Florian Rodari – Frédéric Wandelière
Hugo Wolf – Le Tombeau d'Anacréon

La Dogana (2003) 112 pages + 1 CD
ISBN 2-940055-44-0
Hugo Wolf – Le Tombeau d'Anacréon, par Florian Rodari et Frédéric Wandelière

Les éditions genevoises La Dogana présentent le numéro un d'une nouvelle collection qui fait heureusement se rencontrer musique et poésie : Le Tombeau d'Anacréon, titre imaginé à partir de l'Anakreons Grab de Goethe, donne le ton à un ouvrage consacré aux Lieder de Hugo Wolf. Qu'on ne se méprenne pas : si vous cherchez une biographie du talentueux et sensible musicien autrichien, celle de Stéphane Goldet (chez Fayard) est la lecture qu'il vous faut.

Le charmant volume jaune publié en Suisse échappe à la classification standard : outre qu'il conclue deux brefs essais fort intéressants par leur mise en regard à travers la consultation directe des poèmes dans leurs versions originale et traduite, il invite à l'écoute, donc à l'investigation personnelle, avec un disque livrant vingt-sept Lieder représentatifs de la production de Wolf. On serait tenté de parler d'un livre-disque ; ce n'est pas cela non plus. C'est un objet (sonore) nouveau, que les contingences éditoriales nous obligent à chroniquer pour vous dans une rubrique destinée au livre sur la musique.
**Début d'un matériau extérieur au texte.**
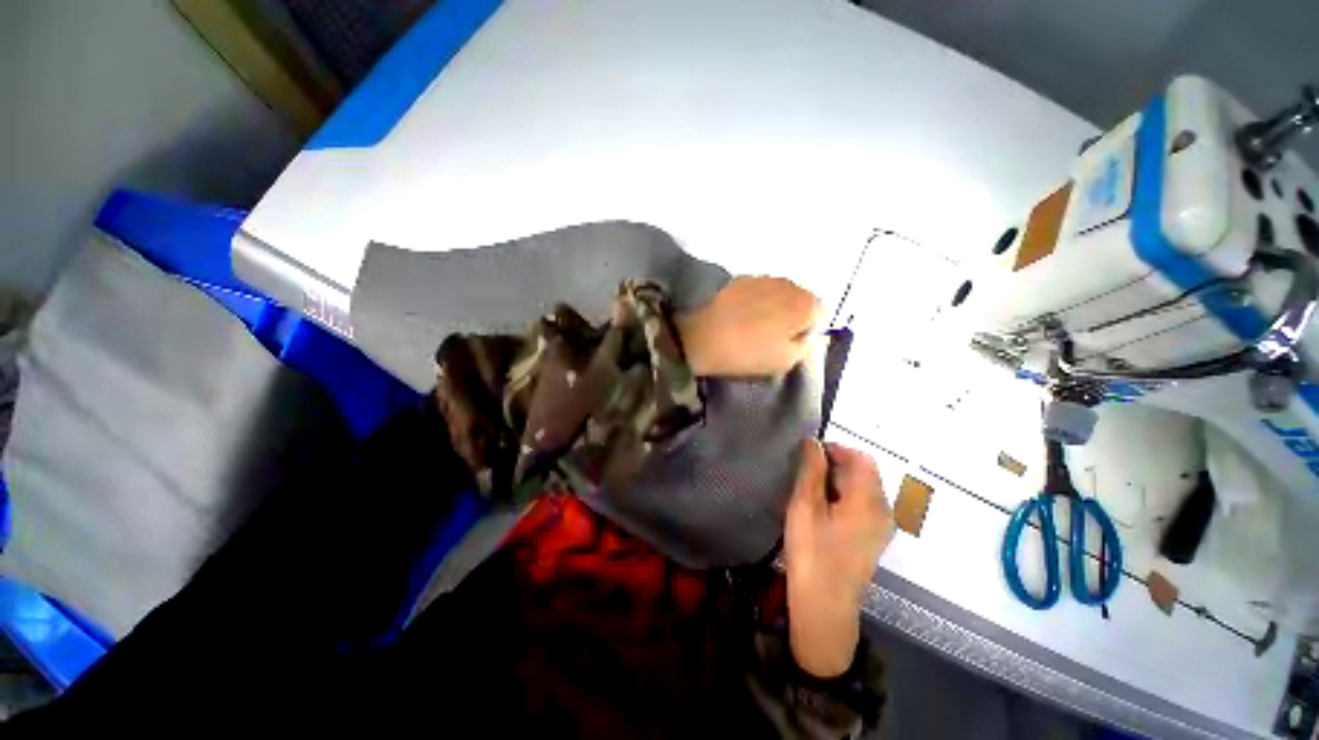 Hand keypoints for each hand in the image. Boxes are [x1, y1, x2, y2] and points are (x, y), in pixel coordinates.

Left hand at [675, 276, 821, 376]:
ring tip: (750, 329)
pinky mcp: (738, 278)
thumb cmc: (744, 351)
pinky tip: (736, 318)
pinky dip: (752, 303)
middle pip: (799, 301)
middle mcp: (789, 283)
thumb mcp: (783, 361)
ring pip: (777, 295)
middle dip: (791, 318)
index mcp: (805, 303)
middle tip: (770, 339)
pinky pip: (756, 291)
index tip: (789, 346)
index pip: (821, 314)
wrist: (696, 332)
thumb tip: (812, 335)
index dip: (808, 332)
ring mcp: (762, 277)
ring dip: (771, 309)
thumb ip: (806, 347)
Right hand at [785, 440, 894, 677]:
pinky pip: (863, 504)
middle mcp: (883, 510)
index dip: (835, 449)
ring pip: (863, 488)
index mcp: (869, 501)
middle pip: (865, 472)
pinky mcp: (873, 539)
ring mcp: (881, 527)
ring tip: (810, 490)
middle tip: (805, 473)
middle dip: (836, 464)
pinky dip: (844, 496)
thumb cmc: (811, 553)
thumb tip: (814, 442)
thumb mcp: (805, 506)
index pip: (861, 458)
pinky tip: (822, 509)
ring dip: (838, 480)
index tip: (808, 455)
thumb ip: (812, 470)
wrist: (824, 607) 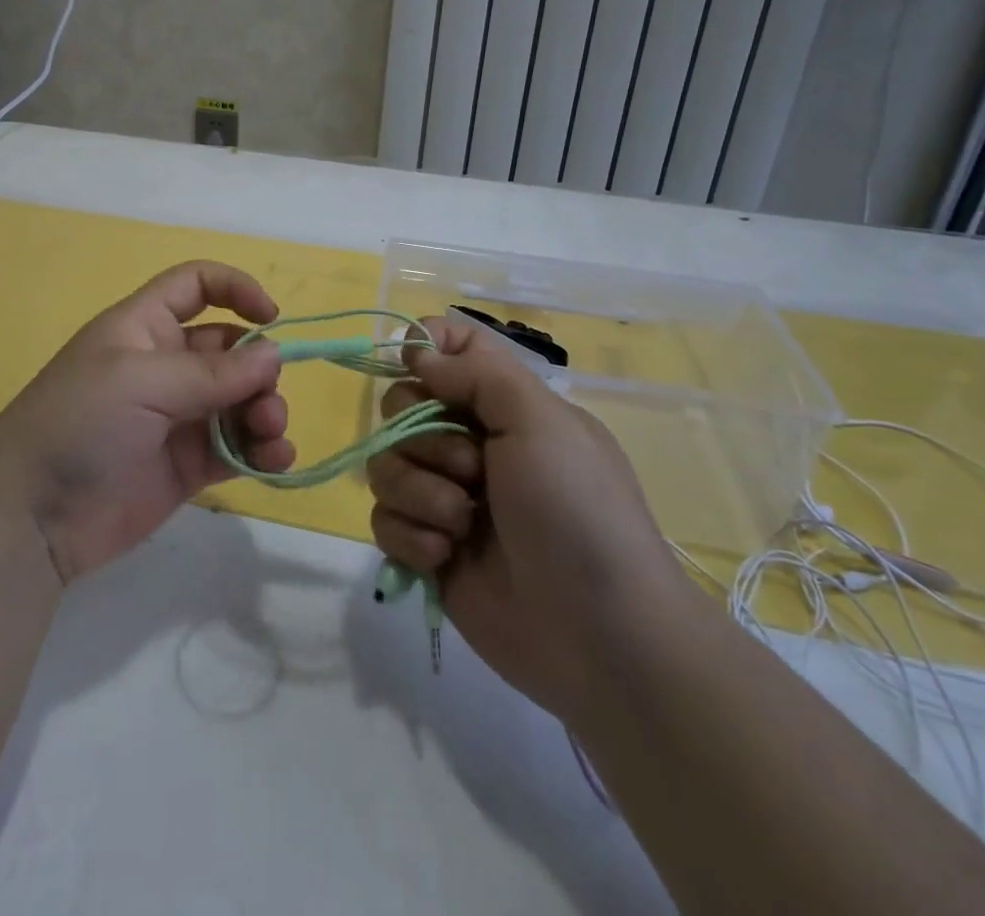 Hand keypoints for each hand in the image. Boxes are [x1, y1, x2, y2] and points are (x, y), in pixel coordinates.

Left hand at [0, 261, 294, 583]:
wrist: (31, 517)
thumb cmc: (79, 424)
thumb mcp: (141, 381)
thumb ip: (212, 371)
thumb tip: (274, 355)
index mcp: (145, 328)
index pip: (196, 286)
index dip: (236, 289)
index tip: (272, 318)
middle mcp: (166, 365)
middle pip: (231, 349)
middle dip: (260, 369)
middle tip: (266, 404)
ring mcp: (178, 416)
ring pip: (241, 400)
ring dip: (266, 411)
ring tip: (270, 436)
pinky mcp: (188, 465)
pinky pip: (238, 447)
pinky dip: (263, 451)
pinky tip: (277, 462)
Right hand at [367, 315, 686, 711]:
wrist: (600, 636)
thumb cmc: (577, 511)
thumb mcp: (541, 422)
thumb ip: (476, 371)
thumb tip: (416, 351)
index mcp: (504, 406)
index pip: (450, 348)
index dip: (425, 348)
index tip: (417, 367)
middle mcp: (471, 443)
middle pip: (400, 406)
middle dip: (423, 438)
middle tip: (471, 471)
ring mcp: (446, 497)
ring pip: (386, 464)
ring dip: (419, 493)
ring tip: (460, 525)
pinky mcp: (428, 548)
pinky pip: (384, 519)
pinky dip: (410, 536)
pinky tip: (445, 557) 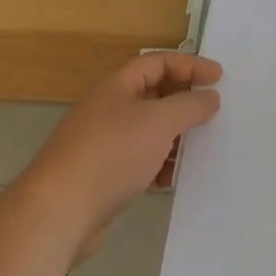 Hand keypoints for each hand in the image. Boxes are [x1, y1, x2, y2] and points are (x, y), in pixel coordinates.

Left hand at [25, 53, 221, 261]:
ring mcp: (101, 142)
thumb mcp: (160, 122)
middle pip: (153, 94)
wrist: (57, 213)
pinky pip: (137, 159)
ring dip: (172, 136)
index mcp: (118, 85)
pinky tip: (168, 179)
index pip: (159, 62)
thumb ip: (190, 105)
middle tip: (210, 112)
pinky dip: (156, 163)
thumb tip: (210, 96)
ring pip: (146, 129)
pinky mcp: (99, 175)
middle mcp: (108, 107)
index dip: (190, 65)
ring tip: (195, 148)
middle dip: (183, 102)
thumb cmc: (112, 154)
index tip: (218, 78) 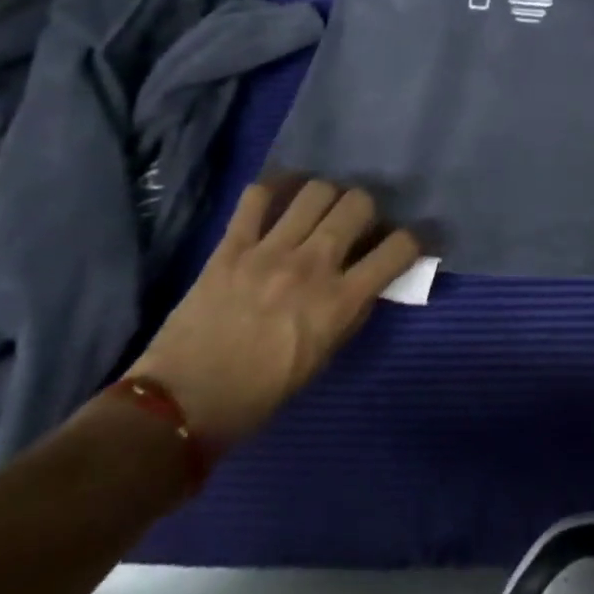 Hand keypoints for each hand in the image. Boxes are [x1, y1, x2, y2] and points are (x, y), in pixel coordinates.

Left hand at [126, 177, 419, 450]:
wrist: (180, 406)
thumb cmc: (260, 393)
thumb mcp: (323, 357)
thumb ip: (351, 311)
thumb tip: (370, 278)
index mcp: (339, 302)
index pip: (398, 248)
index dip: (413, 239)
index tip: (407, 242)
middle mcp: (312, 266)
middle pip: (358, 203)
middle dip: (367, 208)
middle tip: (357, 223)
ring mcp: (269, 252)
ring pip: (316, 191)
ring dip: (328, 195)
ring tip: (321, 208)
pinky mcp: (231, 247)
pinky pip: (258, 197)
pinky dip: (275, 187)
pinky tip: (282, 195) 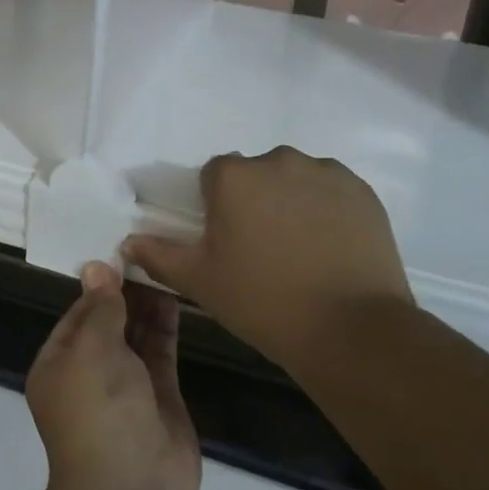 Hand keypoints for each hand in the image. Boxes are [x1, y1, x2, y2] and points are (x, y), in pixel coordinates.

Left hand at [26, 262, 199, 489]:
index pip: (77, 314)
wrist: (133, 489)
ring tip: (163, 265)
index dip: (98, 285)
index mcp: (58, 365)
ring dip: (147, 304)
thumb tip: (96, 267)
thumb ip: (101, 306)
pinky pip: (161, 352)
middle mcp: (89, 374)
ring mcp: (127, 387)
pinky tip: (175, 294)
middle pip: (108, 323)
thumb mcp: (92, 347)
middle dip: (125, 292)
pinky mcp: (160, 398)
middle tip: (148, 252)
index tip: (120, 252)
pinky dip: (165, 325)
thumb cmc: (98, 408)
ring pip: (136, 336)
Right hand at [123, 146, 412, 374]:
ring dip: (291, 201)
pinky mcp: (360, 190)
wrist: (351, 329)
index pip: (215, 176)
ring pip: (295, 179)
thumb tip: (128, 241)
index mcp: (233, 176)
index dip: (217, 206)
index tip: (227, 240)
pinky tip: (331, 247)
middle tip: (263, 248)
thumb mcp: (200, 282)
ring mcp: (323, 172)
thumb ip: (159, 255)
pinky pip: (331, 190)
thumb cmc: (263, 301)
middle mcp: (277, 160)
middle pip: (256, 174)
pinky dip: (327, 209)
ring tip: (302, 250)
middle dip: (255, 200) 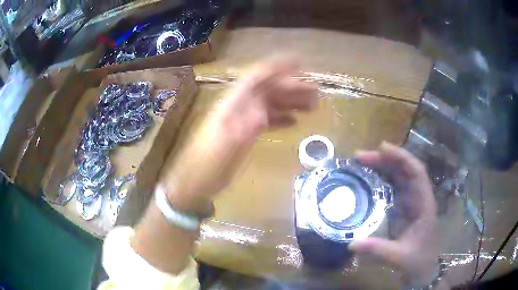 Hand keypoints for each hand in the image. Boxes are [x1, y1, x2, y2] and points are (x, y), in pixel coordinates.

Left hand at [158, 58, 317, 211]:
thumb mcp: (223, 149)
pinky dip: (281, 118)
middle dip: (292, 88)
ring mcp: (241, 120)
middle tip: (316, 92)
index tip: (298, 62)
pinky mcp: (244, 134)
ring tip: (312, 106)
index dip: (276, 67)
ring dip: (290, 102)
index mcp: (231, 106)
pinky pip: (266, 120)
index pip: (256, 78)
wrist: (194, 182)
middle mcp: (238, 108)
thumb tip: (262, 113)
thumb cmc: (206, 167)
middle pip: (267, 90)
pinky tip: (294, 121)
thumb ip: (242, 129)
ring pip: (269, 104)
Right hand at [349, 142, 438, 285]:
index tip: (381, 148)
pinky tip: (369, 179)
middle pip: (405, 170)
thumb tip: (351, 244)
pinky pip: (394, 188)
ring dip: (383, 167)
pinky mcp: (404, 208)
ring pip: (399, 177)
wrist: (423, 269)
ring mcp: (411, 202)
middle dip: (385, 160)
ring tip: (361, 162)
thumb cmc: (417, 260)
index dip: (401, 157)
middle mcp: (418, 198)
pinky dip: (382, 180)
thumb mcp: (398, 257)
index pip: (416, 172)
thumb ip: (377, 250)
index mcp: (424, 203)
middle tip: (360, 156) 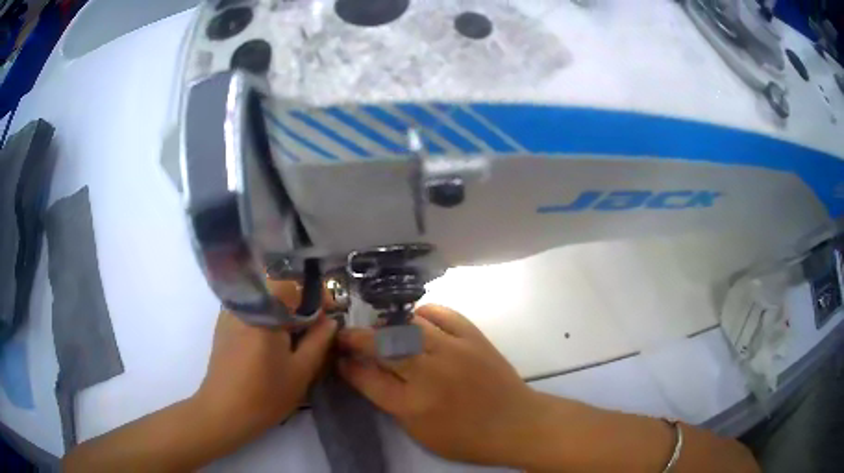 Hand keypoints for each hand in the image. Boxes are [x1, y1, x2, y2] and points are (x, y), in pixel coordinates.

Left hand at [194, 298, 336, 442]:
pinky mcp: (222, 326)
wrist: (224, 412)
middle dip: (298, 304)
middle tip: (314, 327)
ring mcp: (229, 314)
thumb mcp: (301, 371)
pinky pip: (249, 311)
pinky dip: (265, 318)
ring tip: (294, 336)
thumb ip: (319, 341)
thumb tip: (330, 320)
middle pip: (276, 291)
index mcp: (264, 313)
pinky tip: (271, 343)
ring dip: (281, 311)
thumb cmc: (266, 395)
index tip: (329, 312)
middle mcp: (244, 306)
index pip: (292, 286)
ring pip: (262, 300)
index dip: (314, 295)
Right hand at [337, 304, 543, 465]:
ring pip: (408, 326)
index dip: (348, 365)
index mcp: (412, 405)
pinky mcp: (474, 337)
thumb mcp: (419, 433)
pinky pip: (443, 313)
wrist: (515, 423)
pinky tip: (416, 318)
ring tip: (381, 329)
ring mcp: (453, 351)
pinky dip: (425, 313)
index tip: (339, 357)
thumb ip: (391, 403)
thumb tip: (367, 375)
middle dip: (358, 338)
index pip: (367, 378)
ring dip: (388, 325)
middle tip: (349, 336)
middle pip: (383, 346)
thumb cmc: (465, 438)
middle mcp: (429, 374)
S'ouvrant sur les réflexions de Florian Rodari – La voix, l'envol –, que l'on pourra presque estimer méditations d'un romantisme suranné mais aussi attachant sur la voix et ses phénomènes, introduite par une fascinante photographie d’Angelika Kirchschlager en plein travail, réalisée par Isabelle Meister, cette publication propose un matériel de notes qui projettera un rayon salutaire sur votre écoute du disque.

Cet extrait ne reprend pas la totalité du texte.